Revenons-en au financement. Les 85 millions d'euros correspondent au cumul à prendre avec des pincettes de trois enveloppes de subventions allouées aux collectivités dans une logique d'appel à projets (AAP) ou à recensement. Il faut distinguer l'AAP "Vélo et territoires" (ministère de la Transition écologique/Ademe, voir notre article du 18 juin dernier) de l'AAP "Continuités cyclables" (ministère et Afitf, voir notre article du 16 septembre dernier). "On s'attend aussi au succès d'une autre enveloppe, celle attribuée par les préfectures au titre de la dotation de soutien à l'investissement local (DSIL, initiative 4)", observe Cécile Lagache, sous-directrice de la mission Innovation, numérique et territoires au ministère de la Transition écologique (DGITM). 

En 2018, 28 millions d'euros (estimation) provenant de la DSIL ont été fléchés vers les mobilités actives. Certaines préfectures commencent à publier les subventions attribuées pour 2019. Par exemple, en Loire-Atlantique, un coup de pouce de 70 à 100.000 euros est donné à de petits projets d'aménagements portés par des intercos comme la communauté de communes d'Erdre et Gesvres. Le responsable mobilités de cette collectivité, Wilfried Braud, ajoute qu'en prenant la compétence intermodalité sa collectivité tente de décrocher d'autres aides, par exemple pour créer 500 places de stationnement vélo dans le cadre du programme Alvéole financé par des certificats d'économies d'énergie (voir notre article du 8 février). A la FUB, qui cogère Alvéole, on estime que ce programme encore peu connu finance déjà une cinquantaine de projets en France. 

Bien vendre son projet vélo

"D'autres enveloppes départementales ou régionales, la DSID et la DETR, sont moins faciles à utiliser pour financer des projets vélo mais cela reste possible", complète Cécile Lagache. Pour mettre toutes les chances de son côté, elle conseille de "bien vendre son projet vélo et de communiquer en amont pour le rendre visible et attendu". Mieux vaut aussi veiller sur l'évolution des critères d'éligibilité des prochains AAP ministériels. L'Ademe, tout comme les services du ministère, ont été surpris par le flot de candidatures. "On avait budgété deux millions d'euros, au final c'est quinze !", confirme Marie-Christine Prémartin, directrice exécutive de l'expertise et des programmes à l'Ademe.

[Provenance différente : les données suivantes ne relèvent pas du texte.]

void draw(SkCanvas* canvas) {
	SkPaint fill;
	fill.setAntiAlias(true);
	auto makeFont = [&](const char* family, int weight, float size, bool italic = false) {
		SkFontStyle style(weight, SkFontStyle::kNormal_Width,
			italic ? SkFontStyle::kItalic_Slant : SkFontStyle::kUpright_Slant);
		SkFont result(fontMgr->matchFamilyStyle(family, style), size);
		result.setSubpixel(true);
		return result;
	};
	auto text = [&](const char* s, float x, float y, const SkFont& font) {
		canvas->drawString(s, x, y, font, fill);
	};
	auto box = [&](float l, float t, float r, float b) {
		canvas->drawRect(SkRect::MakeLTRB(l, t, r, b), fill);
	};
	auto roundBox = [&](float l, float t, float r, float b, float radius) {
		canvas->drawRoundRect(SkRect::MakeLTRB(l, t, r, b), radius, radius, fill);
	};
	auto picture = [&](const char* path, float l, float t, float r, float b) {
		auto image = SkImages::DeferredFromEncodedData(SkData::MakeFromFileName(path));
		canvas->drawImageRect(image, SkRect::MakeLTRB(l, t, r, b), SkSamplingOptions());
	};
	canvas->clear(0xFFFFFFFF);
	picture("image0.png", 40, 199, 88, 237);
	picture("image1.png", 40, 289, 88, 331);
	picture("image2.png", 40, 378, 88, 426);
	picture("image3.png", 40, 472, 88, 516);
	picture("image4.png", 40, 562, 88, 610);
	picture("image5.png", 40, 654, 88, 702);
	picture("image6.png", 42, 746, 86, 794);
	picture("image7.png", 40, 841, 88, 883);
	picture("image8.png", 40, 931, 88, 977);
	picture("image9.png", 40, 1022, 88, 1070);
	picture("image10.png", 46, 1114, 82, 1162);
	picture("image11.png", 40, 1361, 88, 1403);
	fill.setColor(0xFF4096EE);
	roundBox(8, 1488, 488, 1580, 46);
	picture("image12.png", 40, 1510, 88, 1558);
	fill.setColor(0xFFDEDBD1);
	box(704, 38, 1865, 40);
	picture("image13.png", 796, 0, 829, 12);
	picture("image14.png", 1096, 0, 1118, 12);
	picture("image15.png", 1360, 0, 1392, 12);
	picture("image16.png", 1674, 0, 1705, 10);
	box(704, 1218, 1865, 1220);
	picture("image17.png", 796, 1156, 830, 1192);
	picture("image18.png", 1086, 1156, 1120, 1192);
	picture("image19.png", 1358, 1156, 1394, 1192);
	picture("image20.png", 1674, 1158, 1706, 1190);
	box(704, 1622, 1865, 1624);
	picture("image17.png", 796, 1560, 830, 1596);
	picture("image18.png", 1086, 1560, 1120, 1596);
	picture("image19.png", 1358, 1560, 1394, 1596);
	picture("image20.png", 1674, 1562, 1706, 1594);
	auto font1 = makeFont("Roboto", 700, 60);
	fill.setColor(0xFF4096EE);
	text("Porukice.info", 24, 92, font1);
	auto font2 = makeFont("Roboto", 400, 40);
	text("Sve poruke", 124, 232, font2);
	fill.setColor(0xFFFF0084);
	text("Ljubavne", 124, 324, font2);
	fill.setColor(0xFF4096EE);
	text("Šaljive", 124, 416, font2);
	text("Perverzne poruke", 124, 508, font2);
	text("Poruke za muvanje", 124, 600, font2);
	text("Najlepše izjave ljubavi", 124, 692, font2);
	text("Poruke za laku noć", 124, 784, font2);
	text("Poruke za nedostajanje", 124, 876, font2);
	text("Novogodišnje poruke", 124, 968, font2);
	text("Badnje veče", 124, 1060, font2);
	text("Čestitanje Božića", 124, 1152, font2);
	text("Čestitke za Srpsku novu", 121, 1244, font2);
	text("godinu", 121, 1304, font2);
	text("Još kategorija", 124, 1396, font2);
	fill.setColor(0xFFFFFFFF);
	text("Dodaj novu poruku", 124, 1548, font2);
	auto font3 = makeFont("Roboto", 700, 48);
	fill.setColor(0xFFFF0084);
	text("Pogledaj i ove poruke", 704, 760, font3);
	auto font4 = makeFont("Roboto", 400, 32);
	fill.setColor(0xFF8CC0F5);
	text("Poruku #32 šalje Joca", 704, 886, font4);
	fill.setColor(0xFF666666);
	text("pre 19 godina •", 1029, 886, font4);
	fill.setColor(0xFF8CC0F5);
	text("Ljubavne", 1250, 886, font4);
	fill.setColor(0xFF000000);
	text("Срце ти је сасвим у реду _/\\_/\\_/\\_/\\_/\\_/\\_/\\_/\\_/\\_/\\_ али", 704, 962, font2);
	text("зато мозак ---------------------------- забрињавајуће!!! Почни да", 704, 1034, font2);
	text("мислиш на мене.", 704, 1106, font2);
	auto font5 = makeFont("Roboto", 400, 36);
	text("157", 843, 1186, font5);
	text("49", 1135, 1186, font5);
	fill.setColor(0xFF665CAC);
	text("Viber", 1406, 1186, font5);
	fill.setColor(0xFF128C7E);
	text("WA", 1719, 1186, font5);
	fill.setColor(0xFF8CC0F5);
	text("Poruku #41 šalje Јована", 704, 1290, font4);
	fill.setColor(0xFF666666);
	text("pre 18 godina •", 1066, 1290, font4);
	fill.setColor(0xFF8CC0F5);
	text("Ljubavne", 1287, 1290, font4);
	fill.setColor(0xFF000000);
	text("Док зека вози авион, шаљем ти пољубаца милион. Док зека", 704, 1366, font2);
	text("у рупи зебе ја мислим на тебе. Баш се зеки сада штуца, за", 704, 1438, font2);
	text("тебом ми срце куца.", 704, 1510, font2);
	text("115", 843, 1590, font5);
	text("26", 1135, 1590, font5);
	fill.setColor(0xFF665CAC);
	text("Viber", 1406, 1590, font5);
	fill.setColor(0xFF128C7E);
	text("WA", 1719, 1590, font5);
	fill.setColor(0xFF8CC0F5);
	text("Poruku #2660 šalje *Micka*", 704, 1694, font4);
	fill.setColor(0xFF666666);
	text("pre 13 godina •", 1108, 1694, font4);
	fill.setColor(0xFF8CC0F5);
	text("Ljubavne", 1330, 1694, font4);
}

Le cahier des charges de l'AAP Continuités cyclables va être revu et très probablement intégrer un plafond minimum d'aide pour attirer moins de petits projets. Pour le premier relevé, 275 dossiers ont été déposés pour 152 projets retenus. L’Agence de financement des infrastructures de transport de France (Afitf) va les cofinancer à hauteur de 43,7 millions d'euros en autorisations d'engagement (AE). "La moitié des projets ont décroché une aide de plus de 500.000 euros. Pour la toucher, la collectivité devra conventionner avec l'Afitf. Les plus petits passent par le ministère et la DGITM", éclaire Christophe Béchu, président du conseil d'administration de l'Afitf et par ailleurs maire d'Angers. L'enveloppe devait atteindre à l'origine 50 millions d'euros. "C'est vrai, par conséquent il y aura très certainement un effet de rattrapage en portant l'an prochain l'enveloppe à 57 millions d’euros. L'idée n'est ni de mettre de côté des projets, ni de lisser l'aide dans le temps. Mais on ne veut pas subventionner des projets qui ne sont pas prêts", poursuit Christophe Béchu. Pour Vélo & Territoires, il faut surtout que la prochaine enveloppe touche mieux son objectif et que les financements du fonds vélo soient bien ciblés jusqu'en 2024 sur "les points durs", c'est-à-dire "les projets problématiques de discontinuités d’itinéraires sur les schémas structurants". Car c'est là que les collectivités ont le plus besoin d'aide.